- **EXERCISE MATERIALS**
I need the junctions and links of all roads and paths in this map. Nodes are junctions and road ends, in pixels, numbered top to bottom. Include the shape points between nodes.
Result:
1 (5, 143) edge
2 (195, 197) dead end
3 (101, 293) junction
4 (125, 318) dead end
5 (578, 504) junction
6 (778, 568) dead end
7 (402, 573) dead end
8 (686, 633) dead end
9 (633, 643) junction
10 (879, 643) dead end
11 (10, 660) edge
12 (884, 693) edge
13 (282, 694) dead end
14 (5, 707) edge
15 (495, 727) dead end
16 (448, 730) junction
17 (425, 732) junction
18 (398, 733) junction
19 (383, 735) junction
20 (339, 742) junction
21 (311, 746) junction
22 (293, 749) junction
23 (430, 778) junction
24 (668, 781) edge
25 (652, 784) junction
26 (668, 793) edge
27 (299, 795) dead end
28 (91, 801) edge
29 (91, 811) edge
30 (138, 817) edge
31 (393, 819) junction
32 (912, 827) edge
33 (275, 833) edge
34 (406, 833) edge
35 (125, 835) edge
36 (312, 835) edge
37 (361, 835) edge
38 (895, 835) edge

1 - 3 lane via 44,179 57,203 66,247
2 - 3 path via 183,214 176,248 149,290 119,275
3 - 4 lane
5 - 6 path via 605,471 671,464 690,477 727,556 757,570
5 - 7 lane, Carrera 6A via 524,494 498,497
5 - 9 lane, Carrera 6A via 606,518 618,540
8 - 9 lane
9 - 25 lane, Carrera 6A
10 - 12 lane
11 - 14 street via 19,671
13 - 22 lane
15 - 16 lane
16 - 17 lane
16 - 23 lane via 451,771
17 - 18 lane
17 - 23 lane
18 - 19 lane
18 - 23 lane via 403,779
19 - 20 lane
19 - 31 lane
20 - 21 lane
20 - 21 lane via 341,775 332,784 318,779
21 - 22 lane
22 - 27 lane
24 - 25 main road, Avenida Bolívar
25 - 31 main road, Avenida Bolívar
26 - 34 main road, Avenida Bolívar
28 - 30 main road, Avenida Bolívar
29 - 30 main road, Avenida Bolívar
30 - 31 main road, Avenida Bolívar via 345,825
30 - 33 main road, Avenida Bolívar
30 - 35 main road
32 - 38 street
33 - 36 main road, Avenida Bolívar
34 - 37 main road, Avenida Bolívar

- **TASK GOAL**
Say how many lines in this material hold "Bolívar", and say nothing else.

- **SOLUTION FOR THIS TASK**
9